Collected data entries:
*** Block opens ***
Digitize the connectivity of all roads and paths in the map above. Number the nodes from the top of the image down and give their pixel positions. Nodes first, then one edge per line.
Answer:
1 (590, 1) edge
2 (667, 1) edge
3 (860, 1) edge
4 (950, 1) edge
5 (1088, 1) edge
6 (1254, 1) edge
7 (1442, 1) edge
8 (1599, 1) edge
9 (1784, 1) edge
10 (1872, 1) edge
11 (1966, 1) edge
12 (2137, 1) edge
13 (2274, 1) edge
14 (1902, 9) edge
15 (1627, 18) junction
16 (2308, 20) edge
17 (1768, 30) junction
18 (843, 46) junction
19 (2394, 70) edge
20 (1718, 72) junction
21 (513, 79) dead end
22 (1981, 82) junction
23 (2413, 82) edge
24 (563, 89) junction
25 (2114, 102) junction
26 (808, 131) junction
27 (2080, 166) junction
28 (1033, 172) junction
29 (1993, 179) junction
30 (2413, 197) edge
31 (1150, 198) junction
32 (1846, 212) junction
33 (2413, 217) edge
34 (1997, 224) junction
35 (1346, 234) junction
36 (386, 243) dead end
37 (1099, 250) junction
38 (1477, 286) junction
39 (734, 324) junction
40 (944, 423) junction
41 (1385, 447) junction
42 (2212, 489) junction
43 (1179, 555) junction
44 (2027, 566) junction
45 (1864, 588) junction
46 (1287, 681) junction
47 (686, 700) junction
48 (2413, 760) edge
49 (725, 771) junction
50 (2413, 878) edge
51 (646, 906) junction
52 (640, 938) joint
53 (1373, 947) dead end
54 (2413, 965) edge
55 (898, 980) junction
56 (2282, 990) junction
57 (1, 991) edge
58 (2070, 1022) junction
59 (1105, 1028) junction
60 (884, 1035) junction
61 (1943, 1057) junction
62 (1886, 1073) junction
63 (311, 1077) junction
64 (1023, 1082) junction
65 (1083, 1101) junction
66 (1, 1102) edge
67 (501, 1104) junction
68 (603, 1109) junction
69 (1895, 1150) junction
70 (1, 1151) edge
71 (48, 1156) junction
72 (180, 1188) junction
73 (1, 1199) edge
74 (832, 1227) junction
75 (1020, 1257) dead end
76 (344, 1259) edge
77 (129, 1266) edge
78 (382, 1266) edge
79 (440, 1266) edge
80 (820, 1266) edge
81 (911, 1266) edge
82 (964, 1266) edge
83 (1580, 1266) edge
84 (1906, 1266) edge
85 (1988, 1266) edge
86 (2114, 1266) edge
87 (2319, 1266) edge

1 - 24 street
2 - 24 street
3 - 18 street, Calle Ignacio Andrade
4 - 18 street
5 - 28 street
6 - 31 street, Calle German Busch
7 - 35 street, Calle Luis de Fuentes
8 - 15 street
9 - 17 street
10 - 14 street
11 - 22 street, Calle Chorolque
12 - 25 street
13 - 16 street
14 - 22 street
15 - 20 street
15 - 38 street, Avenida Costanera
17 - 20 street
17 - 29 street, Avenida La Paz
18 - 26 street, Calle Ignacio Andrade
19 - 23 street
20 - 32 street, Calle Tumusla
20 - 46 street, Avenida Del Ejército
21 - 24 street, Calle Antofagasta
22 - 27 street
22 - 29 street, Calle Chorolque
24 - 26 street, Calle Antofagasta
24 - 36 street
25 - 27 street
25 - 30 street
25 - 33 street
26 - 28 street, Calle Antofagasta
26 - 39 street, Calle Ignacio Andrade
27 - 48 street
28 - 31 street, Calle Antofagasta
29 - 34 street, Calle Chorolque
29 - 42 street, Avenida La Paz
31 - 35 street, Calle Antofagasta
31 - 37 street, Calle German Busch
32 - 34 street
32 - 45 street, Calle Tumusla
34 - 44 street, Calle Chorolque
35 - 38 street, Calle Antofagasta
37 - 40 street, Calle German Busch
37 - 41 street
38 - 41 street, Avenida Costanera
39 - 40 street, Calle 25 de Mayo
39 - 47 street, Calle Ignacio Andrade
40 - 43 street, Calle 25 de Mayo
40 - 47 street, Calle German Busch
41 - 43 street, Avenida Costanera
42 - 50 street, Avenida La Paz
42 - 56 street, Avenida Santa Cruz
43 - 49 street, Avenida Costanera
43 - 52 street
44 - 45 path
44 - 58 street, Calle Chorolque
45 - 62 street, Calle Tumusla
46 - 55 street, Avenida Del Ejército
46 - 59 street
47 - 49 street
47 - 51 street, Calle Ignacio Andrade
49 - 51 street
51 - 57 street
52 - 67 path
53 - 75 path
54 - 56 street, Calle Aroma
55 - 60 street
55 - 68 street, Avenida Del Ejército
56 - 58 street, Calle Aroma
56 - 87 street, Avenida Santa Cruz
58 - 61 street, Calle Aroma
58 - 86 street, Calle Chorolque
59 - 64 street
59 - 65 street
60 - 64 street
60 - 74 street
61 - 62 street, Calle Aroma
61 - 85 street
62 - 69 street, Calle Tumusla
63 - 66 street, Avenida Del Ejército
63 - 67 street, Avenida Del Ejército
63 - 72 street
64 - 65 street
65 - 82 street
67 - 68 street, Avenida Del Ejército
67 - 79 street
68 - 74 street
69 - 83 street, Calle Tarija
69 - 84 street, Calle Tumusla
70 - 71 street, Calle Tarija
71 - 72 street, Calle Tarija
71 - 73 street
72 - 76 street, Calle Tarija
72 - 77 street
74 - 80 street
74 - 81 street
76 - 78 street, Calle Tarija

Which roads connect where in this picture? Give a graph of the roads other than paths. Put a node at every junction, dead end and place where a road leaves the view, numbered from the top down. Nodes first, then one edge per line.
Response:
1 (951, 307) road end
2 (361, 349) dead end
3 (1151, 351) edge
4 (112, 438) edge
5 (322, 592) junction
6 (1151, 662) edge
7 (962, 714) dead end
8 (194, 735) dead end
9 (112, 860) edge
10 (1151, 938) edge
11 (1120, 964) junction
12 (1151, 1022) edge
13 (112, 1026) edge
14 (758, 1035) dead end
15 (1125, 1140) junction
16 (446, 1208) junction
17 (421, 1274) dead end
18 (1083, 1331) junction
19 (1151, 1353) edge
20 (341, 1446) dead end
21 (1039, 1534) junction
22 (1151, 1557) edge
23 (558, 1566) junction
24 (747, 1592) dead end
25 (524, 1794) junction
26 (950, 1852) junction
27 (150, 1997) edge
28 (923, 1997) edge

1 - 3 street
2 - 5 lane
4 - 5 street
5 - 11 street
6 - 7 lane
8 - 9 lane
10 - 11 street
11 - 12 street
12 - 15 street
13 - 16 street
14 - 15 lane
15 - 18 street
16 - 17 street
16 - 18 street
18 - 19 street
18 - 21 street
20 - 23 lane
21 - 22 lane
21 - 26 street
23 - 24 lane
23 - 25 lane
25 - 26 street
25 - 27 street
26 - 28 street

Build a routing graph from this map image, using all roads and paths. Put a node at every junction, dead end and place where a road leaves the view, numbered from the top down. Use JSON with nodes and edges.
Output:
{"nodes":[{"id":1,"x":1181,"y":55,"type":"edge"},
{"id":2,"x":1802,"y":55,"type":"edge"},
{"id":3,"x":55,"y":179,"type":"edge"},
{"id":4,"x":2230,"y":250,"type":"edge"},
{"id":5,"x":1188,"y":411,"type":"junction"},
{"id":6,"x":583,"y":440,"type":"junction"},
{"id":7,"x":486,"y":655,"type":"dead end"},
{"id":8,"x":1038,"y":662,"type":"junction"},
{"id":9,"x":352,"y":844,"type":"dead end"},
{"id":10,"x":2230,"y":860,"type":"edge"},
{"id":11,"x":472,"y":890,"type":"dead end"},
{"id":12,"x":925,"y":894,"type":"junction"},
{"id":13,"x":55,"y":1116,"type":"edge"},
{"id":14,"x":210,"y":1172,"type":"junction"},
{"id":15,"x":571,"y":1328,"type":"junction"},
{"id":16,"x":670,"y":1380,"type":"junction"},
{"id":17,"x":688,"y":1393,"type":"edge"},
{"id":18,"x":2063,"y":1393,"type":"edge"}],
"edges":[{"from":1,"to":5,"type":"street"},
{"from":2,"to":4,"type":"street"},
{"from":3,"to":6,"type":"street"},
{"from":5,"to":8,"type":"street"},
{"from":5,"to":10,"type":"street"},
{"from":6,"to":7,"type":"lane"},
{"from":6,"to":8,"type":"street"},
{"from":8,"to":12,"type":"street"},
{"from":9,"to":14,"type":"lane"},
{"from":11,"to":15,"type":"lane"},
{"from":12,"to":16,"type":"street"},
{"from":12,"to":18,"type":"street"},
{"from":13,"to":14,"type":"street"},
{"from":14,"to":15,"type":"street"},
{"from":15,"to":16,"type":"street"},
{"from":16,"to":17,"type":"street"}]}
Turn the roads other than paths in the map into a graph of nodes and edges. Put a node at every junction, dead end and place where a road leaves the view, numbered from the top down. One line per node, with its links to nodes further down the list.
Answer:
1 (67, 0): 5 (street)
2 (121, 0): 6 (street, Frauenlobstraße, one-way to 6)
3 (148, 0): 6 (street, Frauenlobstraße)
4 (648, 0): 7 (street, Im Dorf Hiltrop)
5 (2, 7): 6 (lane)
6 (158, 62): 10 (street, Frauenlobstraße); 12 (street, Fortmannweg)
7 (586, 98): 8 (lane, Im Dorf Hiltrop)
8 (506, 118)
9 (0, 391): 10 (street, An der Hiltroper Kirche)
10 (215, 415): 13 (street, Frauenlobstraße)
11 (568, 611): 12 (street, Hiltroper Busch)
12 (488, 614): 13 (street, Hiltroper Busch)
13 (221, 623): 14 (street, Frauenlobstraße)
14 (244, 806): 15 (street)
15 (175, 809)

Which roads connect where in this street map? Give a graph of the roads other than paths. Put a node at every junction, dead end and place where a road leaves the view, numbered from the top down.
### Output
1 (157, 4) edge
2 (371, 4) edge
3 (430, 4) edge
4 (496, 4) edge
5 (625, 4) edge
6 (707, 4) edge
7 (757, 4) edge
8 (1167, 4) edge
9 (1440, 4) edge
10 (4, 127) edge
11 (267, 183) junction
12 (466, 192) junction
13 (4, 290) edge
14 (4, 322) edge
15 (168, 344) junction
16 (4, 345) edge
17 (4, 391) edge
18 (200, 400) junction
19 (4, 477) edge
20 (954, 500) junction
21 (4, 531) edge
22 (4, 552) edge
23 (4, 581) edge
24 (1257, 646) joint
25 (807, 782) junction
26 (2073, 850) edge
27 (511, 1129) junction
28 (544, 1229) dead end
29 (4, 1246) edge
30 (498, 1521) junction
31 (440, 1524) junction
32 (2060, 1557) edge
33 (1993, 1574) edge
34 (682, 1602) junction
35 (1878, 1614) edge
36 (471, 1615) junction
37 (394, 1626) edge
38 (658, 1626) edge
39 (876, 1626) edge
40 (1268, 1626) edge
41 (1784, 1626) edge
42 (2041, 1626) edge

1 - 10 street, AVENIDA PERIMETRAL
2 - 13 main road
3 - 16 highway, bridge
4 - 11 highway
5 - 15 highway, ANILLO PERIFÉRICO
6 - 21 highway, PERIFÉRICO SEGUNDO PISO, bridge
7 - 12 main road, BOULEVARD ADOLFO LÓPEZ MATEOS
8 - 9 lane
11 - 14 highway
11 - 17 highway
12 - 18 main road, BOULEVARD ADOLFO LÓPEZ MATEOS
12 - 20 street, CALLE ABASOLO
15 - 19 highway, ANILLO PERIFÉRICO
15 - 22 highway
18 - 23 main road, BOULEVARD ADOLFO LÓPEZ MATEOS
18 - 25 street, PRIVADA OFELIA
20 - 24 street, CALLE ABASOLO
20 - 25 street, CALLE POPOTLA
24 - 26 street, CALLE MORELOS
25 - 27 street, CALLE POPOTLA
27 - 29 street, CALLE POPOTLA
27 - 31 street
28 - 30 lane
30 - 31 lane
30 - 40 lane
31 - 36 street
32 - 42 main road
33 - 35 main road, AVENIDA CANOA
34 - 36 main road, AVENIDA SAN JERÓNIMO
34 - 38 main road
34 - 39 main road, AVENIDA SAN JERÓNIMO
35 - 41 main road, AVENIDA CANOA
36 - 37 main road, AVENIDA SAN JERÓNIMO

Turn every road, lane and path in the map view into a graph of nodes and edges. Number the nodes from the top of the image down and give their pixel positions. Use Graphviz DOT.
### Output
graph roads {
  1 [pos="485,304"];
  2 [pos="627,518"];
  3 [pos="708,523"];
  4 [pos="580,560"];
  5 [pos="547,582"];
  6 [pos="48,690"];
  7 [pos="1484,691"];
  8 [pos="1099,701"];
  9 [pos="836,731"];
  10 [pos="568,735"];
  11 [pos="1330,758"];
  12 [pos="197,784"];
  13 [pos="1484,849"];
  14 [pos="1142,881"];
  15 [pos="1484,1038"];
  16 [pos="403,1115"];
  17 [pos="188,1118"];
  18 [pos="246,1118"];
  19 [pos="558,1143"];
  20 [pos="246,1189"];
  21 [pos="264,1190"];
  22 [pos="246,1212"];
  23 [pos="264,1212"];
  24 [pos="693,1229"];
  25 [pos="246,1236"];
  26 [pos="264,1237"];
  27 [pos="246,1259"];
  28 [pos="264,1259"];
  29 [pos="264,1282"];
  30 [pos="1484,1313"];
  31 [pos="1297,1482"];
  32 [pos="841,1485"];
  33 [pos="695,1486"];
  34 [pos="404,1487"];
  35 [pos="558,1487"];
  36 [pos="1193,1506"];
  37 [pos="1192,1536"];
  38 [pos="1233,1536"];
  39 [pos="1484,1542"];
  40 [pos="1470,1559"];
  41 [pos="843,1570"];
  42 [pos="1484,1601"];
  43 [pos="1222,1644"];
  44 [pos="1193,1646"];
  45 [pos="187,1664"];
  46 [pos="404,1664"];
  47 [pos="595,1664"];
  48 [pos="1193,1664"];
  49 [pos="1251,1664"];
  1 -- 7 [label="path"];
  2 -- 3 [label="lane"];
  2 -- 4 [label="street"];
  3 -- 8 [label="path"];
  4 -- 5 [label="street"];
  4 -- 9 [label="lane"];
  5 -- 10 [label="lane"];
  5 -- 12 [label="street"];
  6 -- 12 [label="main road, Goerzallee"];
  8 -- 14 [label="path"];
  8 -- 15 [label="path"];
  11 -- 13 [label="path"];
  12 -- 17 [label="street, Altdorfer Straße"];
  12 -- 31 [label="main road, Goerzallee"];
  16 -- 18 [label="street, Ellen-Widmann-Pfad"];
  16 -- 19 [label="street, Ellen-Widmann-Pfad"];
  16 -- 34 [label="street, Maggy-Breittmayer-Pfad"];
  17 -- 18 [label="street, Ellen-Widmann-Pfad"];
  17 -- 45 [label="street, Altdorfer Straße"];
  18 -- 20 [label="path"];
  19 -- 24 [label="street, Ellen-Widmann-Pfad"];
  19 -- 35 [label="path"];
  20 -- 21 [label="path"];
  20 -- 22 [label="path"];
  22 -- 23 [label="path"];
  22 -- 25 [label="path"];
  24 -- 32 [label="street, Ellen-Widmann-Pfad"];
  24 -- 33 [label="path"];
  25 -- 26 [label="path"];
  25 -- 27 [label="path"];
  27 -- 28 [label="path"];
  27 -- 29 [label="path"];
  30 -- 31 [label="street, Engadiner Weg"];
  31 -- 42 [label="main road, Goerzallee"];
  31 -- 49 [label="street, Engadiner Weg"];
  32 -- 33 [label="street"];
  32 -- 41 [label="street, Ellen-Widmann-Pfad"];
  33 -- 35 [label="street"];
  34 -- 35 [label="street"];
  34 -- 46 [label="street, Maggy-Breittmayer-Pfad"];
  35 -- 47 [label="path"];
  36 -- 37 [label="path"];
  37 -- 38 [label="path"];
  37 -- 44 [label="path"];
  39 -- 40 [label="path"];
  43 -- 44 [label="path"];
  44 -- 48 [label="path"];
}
*** Block closes ***
EXERCISE DETAILS: Gather up, from the records above, each line where the word "Aroma" appears.

FINISHED TASK:
54 - 56 street, Calle Aroma
56 - 58 street, Calle Aroma
58 - 61 street, Calle Aroma
61 - 62 street, Calle Aroma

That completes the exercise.